Collected data entries
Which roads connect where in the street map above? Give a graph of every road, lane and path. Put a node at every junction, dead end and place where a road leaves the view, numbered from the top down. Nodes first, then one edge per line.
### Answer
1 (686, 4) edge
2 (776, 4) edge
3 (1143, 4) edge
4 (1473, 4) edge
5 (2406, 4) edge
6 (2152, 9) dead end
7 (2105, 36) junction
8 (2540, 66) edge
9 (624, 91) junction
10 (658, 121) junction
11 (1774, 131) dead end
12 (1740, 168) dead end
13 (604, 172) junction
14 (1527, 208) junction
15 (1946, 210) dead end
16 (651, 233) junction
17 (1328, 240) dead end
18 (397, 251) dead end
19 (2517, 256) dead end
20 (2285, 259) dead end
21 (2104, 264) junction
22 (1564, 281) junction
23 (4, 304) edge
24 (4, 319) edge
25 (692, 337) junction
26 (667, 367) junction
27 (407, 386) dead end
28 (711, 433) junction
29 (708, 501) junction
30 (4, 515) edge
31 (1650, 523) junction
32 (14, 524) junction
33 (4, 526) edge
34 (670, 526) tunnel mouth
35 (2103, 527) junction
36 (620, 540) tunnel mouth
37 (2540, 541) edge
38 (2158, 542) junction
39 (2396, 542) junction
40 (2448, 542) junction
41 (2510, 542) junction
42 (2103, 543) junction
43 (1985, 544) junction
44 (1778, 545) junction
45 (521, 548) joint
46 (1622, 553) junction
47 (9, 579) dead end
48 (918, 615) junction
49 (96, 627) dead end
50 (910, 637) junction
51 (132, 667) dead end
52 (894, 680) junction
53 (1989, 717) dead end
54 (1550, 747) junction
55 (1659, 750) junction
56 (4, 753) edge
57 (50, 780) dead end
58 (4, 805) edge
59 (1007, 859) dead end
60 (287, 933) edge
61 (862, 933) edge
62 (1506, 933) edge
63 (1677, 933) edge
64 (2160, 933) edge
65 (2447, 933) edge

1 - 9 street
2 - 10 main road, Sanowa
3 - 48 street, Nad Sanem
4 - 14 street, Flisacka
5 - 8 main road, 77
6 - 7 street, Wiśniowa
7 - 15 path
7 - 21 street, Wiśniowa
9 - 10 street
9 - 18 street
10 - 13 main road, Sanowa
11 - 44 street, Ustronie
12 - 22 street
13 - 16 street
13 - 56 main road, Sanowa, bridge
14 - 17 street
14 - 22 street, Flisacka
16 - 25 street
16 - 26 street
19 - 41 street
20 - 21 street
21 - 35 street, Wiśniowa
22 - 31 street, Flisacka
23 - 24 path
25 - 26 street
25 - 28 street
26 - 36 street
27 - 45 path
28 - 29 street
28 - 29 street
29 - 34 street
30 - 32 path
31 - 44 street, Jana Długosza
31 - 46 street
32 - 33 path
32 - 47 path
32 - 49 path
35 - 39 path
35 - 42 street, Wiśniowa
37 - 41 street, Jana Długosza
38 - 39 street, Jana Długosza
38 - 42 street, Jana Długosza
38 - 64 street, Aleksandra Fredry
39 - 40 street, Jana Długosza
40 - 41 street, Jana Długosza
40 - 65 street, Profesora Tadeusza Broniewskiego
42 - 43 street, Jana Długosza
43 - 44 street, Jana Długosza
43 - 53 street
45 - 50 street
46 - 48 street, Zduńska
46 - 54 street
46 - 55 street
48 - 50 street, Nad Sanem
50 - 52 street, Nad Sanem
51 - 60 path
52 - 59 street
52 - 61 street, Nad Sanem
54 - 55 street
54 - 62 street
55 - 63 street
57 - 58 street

**Work to complete:** Copy down the whole of the data above, matching it exactly.

**Exercise output:**
Which roads connect where in the street map above? Give a graph of every road, lane and path. Put a node at every junction, dead end and place where a road leaves the view, numbered from the top down. Nodes first, then one edge per line.
### Answer
1 (686, 4) edge
2 (776, 4) edge
3 (1143, 4) edge
4 (1473, 4) edge
5 (2406, 4) edge
6 (2152, 9) dead end
7 (2105, 36) junction
8 (2540, 66) edge
9 (624, 91) junction
10 (658, 121) junction
11 (1774, 131) dead end
12 (1740, 168) dead end
13 (604, 172) junction
14 (1527, 208) junction
15 (1946, 210) dead end
16 (651, 233) junction
17 (1328, 240) dead end
18 (397, 251) dead end
19 (2517, 256) dead end
20 (2285, 259) dead end
21 (2104, 264) junction
22 (1564, 281) junction
23 (4, 304) edge
24 (4, 319) edge
25 (692, 337) junction
26 (667, 367) junction
27 (407, 386) dead end
28 (711, 433) junction
29 (708, 501) junction
30 (4, 515) edge
31 (1650, 523) junction
32 (14, 524) junction
33 (4, 526) edge
34 (670, 526) tunnel mouth
35 (2103, 527) junction
36 (620, 540) tunnel mouth
37 (2540, 541) edge
38 (2158, 542) junction
39 (2396, 542) junction
40 (2448, 542) junction
41 (2510, 542) junction
42 (2103, 543) junction
43 (1985, 544) junction
44 (1778, 545) junction
45 (521, 548) joint
46 (1622, 553) junction
47 (9, 579) dead end
48 (918, 615) junction
49 (96, 627) dead end
50 (910, 637) junction
51 (132, 667) dead end
52 (894, 680) junction
53 (1989, 717) dead end
54 (1550, 747) junction
55 (1659, 750) junction
56 (4, 753) edge
57 (50, 780) dead end
58 (4, 805) edge
59 (1007, 859) dead end
60 (287, 933) edge
61 (862, 933) edge
62 (1506, 933) edge
63 (1677, 933) edge
64 (2160, 933) edge
65 (2447, 933) edge

1 - 9 street
2 - 10 main road, Sanowa
3 - 48 street, Nad Sanem
4 - 14 street, Flisacka
5 - 8 main road, 77
6 - 7 street, Wiśniowa
7 - 15 path
7 - 21 street, Wiśniowa
9 - 10 street
9 - 18 street
10 - 13 main road, Sanowa
11 - 44 street, Ustronie
12 - 22 street
13 - 16 street
13 - 56 main road, Sanowa, bridge
14 - 17 street
14 - 22 street, Flisacka
16 - 25 street
16 - 26 street
19 - 41 street
20 - 21 street
21 - 35 street, Wiśniowa
22 - 31 street, Flisacka
23 - 24 path
25 - 26 street
25 - 28 street
26 - 36 street
27 - 45 path
28 - 29 street
28 - 29 street
29 - 34 street
30 - 32 path
31 - 44 street, Jana Długosza
31 - 46 street
32 - 33 path
32 - 47 path
32 - 49 path
35 - 39 path
35 - 42 street, Wiśniowa
37 - 41 street, Jana Długosza
38 - 39 street, Jana Długosza
38 - 42 street, Jana Długosza
38 - 64 street, Aleksandra Fredry
39 - 40 street, Jana Długosza
40 - 41 street, Jana Długosza
40 - 65 street, Profesora Tadeusza Broniewskiego
42 - 43 street, Jana Długosza
43 - 44 street, Jana Długosza
43 - 53 street
45 - 50 street
46 - 48 street, Zduńska
46 - 54 street
46 - 55 street
48 - 50 street, Nad Sanem
50 - 52 street, Nad Sanem
51 - 60 path
52 - 59 street
52 - 61 street, Nad Sanem
54 - 55 street
54 - 62 street
55 - 63 street
57 - 58 street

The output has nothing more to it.